In Koestner v. Derby Cellular Products,3:06-cv-00188 (VLB), the Plaintiff argued that his employment had been terminated because of his age. Judge Vanessa Bryant, a relatively new appointee to the federal bench, held that the Plaintiff presented sufficient evidence to defeat the company’s motion for summary judgment.
Key Facts:
- The Plaintiff alleged that the Company President stated during a managers’ meeting that the company was “getting killed on insurance premiums due to the average age of the company’s employees” and that the company “had to get younger.”
- He also alleged that the company’s CEO told him that the company “had to do something about” a 60-year-old employee in poor health. That employee and the Plaintiff were later terminated on the same date.
- Lastly, he alleged that when his supervisor terminated his employment, he told the Plaintiff that “someone more energetic” would be better suited for the job.
Court’s Analysis Denying Summary Judgment:
The Court, in determining whether the Plaintiff was terminated because of his age, held that it "does not need to determine whether the remarks by [the executives] are ‘stray.’" Instead, the Court said it would decide "whether the remarks are sufficiently probative of age discrimination such that the jury could reasonably find that the Plaintiff was terminated because of his age."
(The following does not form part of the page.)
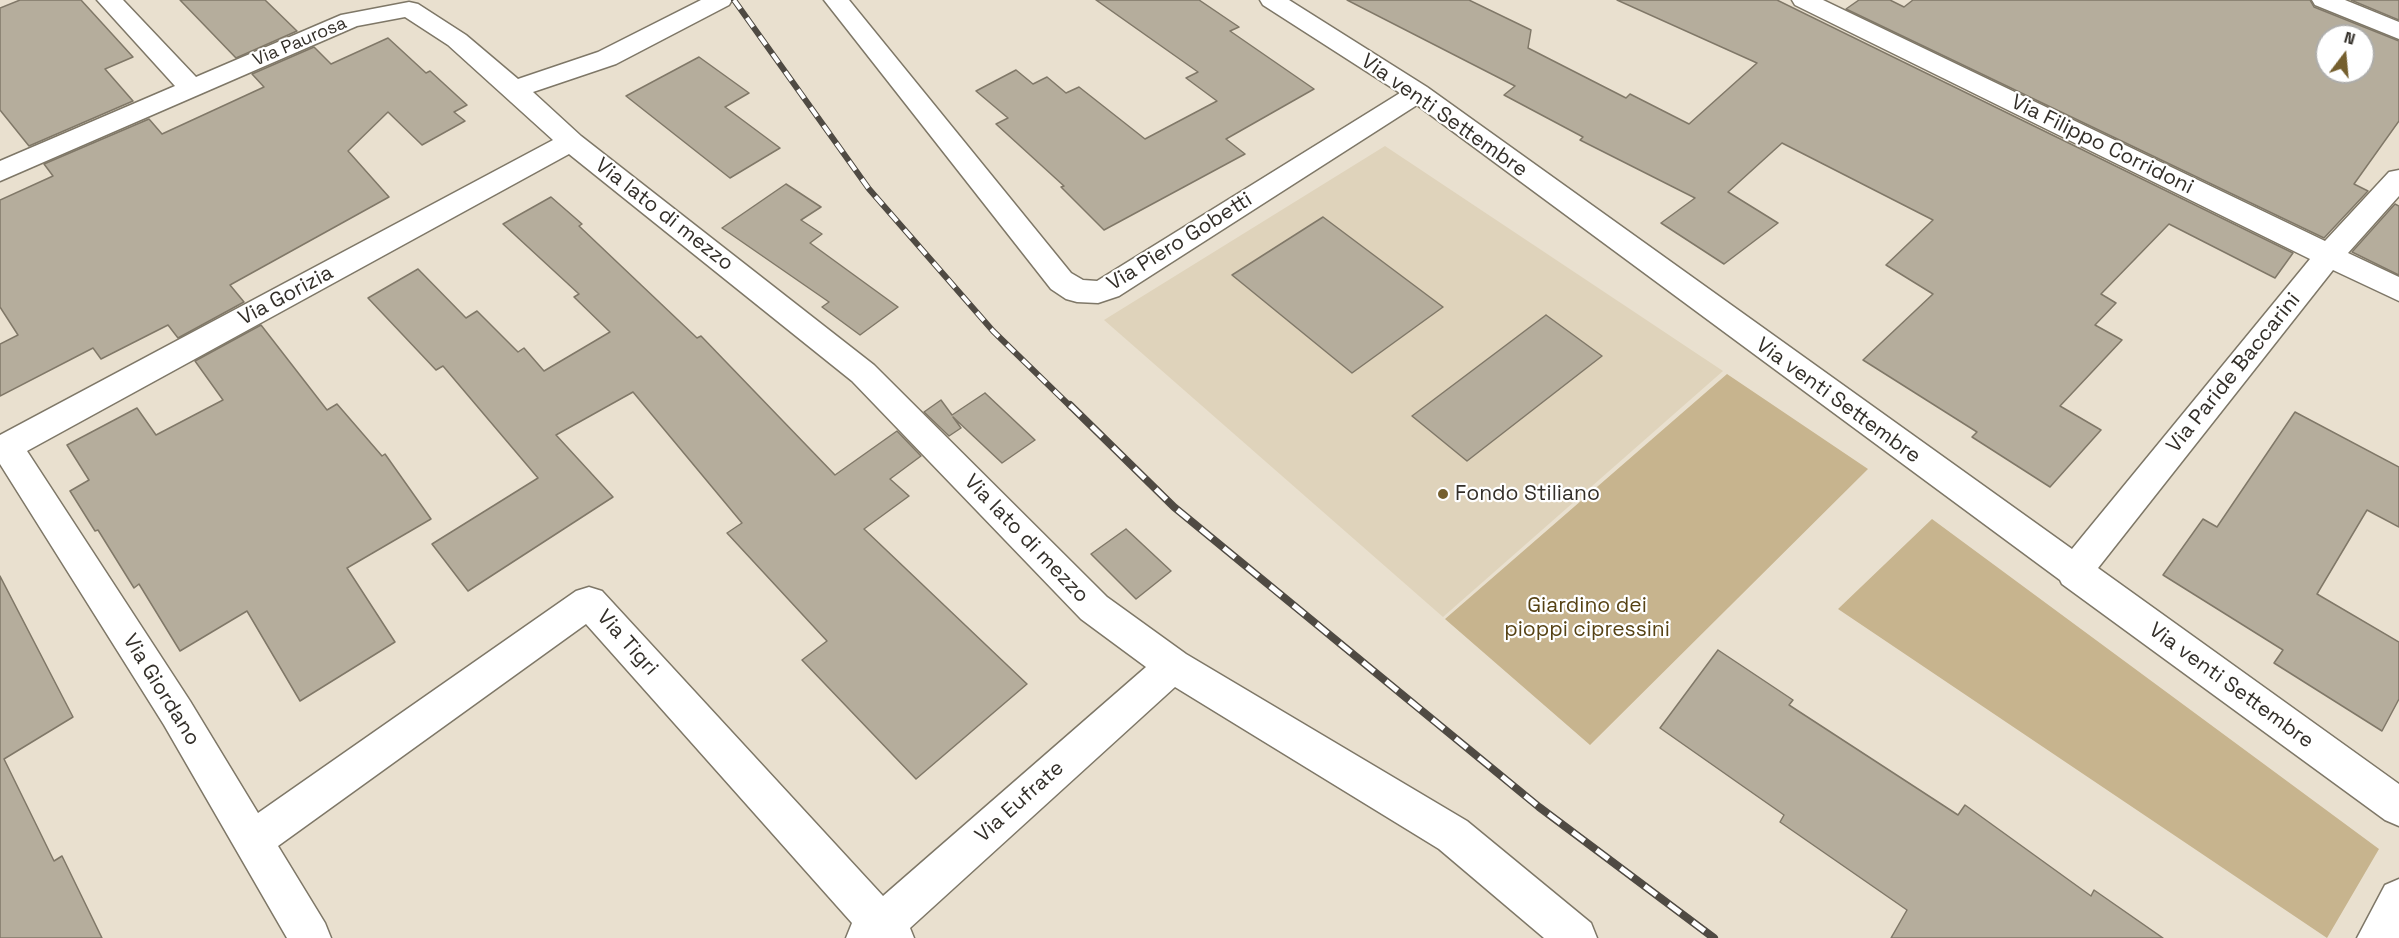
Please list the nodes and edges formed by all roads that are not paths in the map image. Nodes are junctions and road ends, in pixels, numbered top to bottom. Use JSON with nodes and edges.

The Court then went on to apply four factors to determine the probative nature of the comments:
- who made the remark, i.e., a decisionmaker, a supervisor, or a low-level co-worker;
- when the remark was made in relation to the employment decision at issue;
- the content of the remark, i.e., whether a reasonable juror could view the remark as discriminatory; and
- the context in which the remark was made, i.e., whether it was related to the decisionmaking process.
Ultimately, the court applied the four factors and found that the first two comments could be probative of age discrimination but that the "energetic" comment was not. (Obviously, the court was not ruling on the underlying merits of the claim, only whether the case should proceed to trial.)
For employment lawyers in Connecticut, this decision provides a workable framework for analyzing such comments. It is admittedly much easier to apply four factors than to determine, in the abstract, whether such comments are probative or not. But whether this test will ultimately hold up on appeal remains unanswered for now.
At the same time, this decision further emphasizes the importance that alleged discriminatory remarks can have on a case. Here, the Plaintiff’s evidence to defeat summary judgment on the ADEA claim rested solely on the alleged comments. For employers, The case demonstrates that what they say can have tremendous implications down the road, even where the comments may be otherwise innocuous.